WHAT THE TASK ASKS
Please report, as a bare number, how many lines below include the string "Avenue".

[Saved entries]
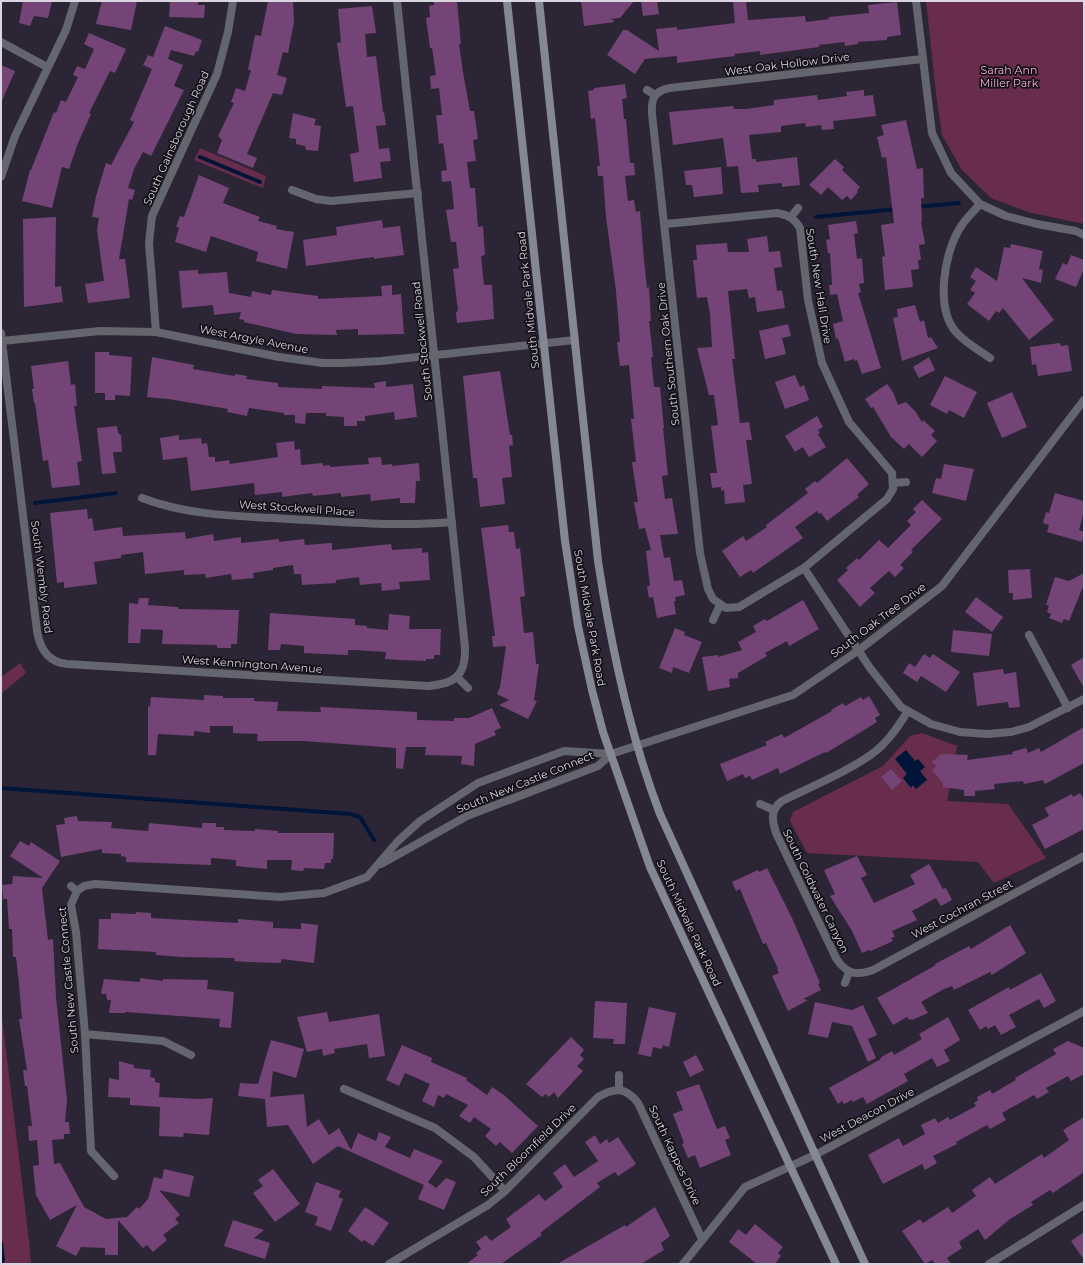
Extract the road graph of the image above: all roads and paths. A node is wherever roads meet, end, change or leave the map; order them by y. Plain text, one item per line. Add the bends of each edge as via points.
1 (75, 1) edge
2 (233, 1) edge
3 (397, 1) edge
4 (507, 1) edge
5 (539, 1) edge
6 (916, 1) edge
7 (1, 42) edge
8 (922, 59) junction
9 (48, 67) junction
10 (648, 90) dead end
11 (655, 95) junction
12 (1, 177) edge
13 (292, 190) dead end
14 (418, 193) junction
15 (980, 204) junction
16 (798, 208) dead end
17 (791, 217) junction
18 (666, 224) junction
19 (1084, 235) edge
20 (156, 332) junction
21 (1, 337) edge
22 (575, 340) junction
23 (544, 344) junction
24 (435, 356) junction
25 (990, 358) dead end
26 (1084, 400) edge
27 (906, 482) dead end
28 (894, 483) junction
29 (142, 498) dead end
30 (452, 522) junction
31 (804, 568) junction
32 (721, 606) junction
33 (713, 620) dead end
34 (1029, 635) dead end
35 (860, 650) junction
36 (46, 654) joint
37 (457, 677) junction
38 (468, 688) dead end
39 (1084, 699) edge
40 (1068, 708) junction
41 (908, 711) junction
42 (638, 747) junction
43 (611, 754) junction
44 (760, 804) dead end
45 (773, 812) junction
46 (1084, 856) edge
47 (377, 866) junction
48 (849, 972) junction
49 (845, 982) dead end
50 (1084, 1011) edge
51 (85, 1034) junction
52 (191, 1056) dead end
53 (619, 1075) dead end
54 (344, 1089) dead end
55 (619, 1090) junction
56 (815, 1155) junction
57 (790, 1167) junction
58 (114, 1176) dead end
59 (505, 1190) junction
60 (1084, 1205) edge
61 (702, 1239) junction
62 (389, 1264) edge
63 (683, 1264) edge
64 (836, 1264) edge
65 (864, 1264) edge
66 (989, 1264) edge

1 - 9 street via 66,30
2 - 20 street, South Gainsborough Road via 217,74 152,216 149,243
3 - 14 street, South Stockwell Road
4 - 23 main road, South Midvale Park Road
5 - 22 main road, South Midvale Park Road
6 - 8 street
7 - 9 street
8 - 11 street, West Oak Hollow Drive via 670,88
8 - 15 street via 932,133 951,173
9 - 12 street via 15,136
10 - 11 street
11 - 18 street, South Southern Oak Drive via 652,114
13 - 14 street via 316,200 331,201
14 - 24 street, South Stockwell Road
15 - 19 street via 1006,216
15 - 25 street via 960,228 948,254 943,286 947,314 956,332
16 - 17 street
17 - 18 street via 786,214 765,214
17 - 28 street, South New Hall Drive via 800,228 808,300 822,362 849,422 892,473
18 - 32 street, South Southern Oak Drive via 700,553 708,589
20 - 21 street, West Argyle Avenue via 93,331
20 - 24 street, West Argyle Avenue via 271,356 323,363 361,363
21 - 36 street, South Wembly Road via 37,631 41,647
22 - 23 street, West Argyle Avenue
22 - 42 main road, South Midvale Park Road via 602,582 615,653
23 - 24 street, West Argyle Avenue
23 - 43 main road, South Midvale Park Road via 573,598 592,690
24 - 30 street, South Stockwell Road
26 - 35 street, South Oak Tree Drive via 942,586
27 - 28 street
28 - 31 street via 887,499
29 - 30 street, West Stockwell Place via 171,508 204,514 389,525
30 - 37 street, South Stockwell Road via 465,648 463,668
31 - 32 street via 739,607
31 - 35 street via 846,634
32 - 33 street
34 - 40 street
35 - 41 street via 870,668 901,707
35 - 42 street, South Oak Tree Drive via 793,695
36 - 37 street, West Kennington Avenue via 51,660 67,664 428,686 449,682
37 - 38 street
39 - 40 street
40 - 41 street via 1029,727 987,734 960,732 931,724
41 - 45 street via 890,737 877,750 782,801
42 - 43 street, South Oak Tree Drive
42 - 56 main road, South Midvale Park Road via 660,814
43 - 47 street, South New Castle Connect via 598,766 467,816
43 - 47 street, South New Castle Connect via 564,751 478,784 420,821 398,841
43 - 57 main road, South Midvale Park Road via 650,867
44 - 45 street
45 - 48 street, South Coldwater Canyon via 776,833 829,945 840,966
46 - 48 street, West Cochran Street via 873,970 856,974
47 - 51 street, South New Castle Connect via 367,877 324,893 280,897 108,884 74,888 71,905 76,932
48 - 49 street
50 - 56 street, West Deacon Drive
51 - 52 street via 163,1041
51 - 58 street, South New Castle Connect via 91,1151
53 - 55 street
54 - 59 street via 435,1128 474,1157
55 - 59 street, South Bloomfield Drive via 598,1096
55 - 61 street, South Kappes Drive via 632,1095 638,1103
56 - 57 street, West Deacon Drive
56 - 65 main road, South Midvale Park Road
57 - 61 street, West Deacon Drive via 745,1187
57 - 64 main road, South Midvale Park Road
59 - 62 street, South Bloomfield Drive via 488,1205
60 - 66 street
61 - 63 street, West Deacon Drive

WRITTEN RESPONSE
5